Your instructions:
From the records below, transcribe exactly the lines that begin at the line with "Please mark all" and end at the line with "I need the bounding box of all labels, markers", both included.

Records excerpted from a collection:
■ ■ ■ ■
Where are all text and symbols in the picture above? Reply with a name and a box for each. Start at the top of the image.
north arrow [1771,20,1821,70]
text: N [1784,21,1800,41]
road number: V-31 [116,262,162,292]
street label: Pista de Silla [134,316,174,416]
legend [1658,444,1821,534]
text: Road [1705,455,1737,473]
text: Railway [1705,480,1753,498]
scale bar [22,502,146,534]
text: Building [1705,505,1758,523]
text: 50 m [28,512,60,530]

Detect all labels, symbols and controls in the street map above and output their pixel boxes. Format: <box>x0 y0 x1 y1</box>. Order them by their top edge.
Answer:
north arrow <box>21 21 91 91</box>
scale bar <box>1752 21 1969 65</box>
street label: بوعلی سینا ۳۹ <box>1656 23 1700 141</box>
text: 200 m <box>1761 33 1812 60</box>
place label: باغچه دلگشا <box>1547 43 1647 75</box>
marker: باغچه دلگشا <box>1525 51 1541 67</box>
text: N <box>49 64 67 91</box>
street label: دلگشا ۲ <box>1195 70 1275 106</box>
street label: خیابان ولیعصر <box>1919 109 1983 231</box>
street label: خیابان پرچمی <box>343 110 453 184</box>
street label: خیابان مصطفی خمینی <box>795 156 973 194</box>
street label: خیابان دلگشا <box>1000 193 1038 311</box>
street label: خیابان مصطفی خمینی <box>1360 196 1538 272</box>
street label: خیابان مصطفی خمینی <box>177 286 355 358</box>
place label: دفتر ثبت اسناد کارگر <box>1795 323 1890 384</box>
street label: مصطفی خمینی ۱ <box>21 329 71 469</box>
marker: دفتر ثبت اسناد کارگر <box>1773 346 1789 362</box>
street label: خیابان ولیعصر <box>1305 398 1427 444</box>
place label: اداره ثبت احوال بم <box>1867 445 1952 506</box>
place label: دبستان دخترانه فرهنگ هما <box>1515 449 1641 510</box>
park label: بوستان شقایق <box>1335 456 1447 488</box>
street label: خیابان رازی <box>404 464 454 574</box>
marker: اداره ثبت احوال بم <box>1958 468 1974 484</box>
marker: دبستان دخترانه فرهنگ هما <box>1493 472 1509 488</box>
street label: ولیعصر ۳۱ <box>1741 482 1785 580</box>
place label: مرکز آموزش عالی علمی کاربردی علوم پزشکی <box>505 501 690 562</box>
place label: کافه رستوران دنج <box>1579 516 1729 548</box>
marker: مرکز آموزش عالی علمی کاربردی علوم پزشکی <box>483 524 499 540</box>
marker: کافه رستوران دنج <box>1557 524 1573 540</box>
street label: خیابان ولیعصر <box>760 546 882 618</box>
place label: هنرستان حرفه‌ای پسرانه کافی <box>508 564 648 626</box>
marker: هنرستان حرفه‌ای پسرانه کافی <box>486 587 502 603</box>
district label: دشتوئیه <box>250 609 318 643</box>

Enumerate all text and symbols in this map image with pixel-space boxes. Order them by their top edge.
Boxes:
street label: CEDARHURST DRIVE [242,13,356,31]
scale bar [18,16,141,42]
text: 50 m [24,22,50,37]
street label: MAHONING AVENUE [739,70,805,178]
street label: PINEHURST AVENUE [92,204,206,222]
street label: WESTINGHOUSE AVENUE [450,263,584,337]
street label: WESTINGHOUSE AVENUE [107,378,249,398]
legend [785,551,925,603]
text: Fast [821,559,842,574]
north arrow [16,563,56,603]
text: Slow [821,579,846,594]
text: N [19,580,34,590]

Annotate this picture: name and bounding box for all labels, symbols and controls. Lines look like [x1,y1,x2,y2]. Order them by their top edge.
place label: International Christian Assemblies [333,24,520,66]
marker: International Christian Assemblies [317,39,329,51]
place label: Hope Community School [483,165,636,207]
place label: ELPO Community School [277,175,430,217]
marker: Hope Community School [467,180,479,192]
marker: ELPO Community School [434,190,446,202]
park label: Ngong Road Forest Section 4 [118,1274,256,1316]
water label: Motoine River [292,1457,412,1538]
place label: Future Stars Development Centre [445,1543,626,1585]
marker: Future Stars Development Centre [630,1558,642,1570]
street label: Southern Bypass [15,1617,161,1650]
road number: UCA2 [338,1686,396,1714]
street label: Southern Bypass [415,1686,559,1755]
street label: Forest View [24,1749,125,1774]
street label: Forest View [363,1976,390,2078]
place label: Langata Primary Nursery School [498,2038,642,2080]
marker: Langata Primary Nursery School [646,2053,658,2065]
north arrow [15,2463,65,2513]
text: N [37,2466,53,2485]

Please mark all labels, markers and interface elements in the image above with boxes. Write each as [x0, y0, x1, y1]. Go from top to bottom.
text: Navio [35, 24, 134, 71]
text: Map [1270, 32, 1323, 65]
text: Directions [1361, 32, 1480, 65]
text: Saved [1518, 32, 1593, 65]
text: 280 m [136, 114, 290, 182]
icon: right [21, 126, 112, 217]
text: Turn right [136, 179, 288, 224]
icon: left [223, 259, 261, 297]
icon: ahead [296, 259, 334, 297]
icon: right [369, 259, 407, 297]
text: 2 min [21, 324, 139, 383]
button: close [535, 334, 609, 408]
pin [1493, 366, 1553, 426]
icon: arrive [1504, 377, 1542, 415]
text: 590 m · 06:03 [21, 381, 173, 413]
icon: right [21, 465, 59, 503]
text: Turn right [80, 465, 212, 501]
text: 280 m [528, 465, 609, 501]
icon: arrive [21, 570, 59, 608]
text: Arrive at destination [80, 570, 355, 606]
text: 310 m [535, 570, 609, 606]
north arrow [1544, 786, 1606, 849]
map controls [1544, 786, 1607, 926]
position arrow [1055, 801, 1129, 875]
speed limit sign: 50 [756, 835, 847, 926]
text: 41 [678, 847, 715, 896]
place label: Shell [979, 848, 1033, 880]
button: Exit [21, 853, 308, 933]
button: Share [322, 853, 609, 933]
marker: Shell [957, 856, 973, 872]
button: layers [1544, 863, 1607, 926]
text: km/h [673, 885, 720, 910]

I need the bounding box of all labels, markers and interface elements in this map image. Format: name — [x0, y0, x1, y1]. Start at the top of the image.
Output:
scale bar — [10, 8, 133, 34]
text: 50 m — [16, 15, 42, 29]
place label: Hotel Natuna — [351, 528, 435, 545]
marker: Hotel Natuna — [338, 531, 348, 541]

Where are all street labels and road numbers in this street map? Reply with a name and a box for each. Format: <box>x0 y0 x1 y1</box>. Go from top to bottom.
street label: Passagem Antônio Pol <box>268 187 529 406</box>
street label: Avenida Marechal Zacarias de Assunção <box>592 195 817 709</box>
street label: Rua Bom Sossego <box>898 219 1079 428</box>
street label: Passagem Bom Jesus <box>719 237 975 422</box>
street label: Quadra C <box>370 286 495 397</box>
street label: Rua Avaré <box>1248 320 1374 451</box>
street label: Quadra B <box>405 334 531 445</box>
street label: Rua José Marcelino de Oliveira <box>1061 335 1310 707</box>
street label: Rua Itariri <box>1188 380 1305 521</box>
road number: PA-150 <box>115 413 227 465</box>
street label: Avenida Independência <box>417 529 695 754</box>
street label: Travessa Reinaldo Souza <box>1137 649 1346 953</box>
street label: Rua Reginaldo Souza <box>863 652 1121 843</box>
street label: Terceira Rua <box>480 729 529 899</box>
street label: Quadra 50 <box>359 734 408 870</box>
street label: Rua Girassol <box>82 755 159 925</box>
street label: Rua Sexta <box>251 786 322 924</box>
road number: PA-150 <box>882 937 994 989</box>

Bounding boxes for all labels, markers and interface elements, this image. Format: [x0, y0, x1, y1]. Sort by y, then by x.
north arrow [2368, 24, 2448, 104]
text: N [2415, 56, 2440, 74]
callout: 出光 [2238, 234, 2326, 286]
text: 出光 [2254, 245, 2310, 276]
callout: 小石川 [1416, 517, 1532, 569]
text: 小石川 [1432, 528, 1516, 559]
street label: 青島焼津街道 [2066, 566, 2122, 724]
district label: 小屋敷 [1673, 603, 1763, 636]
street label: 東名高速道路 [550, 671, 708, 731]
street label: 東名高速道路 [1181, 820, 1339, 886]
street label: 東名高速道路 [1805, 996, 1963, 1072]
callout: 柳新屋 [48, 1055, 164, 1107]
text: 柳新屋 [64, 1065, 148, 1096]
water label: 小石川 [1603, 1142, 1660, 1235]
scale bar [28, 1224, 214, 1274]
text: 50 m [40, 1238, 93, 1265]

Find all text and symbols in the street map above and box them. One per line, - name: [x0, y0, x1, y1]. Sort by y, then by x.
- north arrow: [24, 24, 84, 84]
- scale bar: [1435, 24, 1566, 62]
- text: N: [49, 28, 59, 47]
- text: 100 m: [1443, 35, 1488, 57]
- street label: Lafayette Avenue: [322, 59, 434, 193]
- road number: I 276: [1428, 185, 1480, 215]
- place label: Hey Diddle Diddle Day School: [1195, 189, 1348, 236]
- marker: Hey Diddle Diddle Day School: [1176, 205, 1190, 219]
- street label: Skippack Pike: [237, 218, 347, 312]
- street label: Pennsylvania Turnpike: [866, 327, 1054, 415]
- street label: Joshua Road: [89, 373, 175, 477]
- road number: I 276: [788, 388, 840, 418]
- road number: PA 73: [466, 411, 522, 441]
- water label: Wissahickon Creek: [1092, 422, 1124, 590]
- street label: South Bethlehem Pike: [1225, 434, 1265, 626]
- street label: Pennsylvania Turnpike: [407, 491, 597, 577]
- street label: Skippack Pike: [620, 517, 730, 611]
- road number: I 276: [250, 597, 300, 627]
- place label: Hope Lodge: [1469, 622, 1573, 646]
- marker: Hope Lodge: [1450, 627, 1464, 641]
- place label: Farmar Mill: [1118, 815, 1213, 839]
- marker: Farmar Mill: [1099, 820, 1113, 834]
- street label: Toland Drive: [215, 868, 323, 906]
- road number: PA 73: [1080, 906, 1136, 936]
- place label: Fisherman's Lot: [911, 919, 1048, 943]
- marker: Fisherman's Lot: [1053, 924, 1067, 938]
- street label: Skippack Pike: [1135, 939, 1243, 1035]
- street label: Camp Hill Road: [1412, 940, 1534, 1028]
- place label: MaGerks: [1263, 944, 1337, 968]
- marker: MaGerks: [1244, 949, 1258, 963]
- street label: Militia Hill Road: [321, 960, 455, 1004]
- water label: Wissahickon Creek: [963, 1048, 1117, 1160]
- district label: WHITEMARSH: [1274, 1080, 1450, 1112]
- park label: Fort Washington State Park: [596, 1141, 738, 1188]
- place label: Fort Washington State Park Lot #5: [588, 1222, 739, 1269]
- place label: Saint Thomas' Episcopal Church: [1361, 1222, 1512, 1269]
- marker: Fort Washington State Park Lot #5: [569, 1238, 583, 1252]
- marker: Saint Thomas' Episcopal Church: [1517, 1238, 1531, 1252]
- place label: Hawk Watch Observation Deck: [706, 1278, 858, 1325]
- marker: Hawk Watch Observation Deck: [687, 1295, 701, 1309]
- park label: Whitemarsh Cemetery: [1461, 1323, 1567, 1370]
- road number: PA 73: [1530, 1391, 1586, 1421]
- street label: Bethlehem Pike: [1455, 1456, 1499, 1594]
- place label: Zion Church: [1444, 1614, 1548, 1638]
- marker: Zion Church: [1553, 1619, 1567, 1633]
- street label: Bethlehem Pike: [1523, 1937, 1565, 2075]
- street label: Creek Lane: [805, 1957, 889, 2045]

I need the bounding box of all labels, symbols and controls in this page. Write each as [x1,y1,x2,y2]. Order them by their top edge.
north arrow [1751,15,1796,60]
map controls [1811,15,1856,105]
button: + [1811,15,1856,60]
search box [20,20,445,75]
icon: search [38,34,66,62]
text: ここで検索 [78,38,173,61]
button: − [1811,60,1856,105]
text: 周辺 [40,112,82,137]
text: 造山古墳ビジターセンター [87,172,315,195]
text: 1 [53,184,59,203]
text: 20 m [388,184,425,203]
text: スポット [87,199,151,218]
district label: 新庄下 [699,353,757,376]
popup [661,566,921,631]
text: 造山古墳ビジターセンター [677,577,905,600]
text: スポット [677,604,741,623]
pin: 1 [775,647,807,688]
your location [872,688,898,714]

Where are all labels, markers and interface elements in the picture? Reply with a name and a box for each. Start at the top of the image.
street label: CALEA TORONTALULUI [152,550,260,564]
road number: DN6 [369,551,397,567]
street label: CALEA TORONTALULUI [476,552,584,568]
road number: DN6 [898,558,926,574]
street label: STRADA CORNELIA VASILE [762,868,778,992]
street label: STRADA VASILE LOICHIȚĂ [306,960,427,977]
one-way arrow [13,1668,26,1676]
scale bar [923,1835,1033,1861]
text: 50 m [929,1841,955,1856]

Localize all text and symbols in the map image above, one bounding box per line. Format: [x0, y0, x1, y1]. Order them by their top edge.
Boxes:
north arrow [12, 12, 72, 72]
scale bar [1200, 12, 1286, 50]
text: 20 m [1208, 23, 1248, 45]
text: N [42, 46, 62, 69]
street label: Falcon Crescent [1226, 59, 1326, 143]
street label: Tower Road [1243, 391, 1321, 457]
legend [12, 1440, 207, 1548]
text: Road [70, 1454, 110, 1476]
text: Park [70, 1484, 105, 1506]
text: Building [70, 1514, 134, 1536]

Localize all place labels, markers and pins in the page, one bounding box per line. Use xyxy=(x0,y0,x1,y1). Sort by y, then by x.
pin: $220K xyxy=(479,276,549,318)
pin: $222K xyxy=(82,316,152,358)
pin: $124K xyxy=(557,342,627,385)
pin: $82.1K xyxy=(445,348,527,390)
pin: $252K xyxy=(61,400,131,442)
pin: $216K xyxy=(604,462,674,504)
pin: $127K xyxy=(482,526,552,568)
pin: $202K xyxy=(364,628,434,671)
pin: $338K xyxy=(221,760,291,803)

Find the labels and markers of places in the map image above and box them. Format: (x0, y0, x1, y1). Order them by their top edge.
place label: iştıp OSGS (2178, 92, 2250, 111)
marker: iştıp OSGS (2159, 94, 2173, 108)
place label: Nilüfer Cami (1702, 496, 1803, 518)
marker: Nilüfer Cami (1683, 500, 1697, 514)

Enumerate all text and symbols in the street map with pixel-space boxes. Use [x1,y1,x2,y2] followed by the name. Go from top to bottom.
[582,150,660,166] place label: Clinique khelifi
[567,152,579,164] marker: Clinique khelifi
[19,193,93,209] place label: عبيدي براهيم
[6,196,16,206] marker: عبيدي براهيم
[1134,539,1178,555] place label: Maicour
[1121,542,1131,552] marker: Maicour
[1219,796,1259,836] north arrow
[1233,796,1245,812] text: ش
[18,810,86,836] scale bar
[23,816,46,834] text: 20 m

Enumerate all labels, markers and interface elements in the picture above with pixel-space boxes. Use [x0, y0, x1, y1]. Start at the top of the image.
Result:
■ ■ ■ ■
Answer for the task:
Please mark all labels, markers and interface elements in the image above with boxes. Write each as [x0, y0, x1, y1]. Go from top to bottom.
text: Navio [35, 24, 134, 71]
text: Map [1270, 32, 1323, 65]
text: Directions [1361, 32, 1480, 65]
text: Saved [1518, 32, 1593, 65]
text: 280 m [136, 114, 290, 182]
icon: right [21, 126, 112, 217]
text: Turn right [136, 179, 288, 224]
icon: left [223, 259, 261, 297]
icon: ahead [296, 259, 334, 297]
icon: right [369, 259, 407, 297]
text: 2 min [21, 324, 139, 383]
button: close [535, 334, 609, 408]
pin [1493, 366, 1553, 426]
icon: arrive [1504, 377, 1542, 415]
text: 590 m · 06:03 [21, 381, 173, 413]
icon: right [21, 465, 59, 503]
text: Turn right [80, 465, 212, 501]
text: 280 m [528, 465, 609, 501]
icon: arrive [21, 570, 59, 608]
text: Arrive at destination [80, 570, 355, 606]
text: 310 m [535, 570, 609, 606]
north arrow [1544, 786, 1606, 849]
map controls [1544, 786, 1607, 926]
position arrow [1055, 801, 1129, 875]
speed limit sign: 50 [756, 835, 847, 926]
text: 41 [678, 847, 715, 896]
place label: Shell [979, 848, 1033, 880]
button: Exit [21, 853, 308, 933]
button: Share [322, 853, 609, 933]
marker: Shell [957, 856, 973, 872]
button: layers [1544, 863, 1607, 926]
text: km/h [673, 885, 720, 910]

I need the bounding box of all labels, markers and interface elements in this map image. Format: name — [x0, y0, x1, y1]. Start at the top of the image.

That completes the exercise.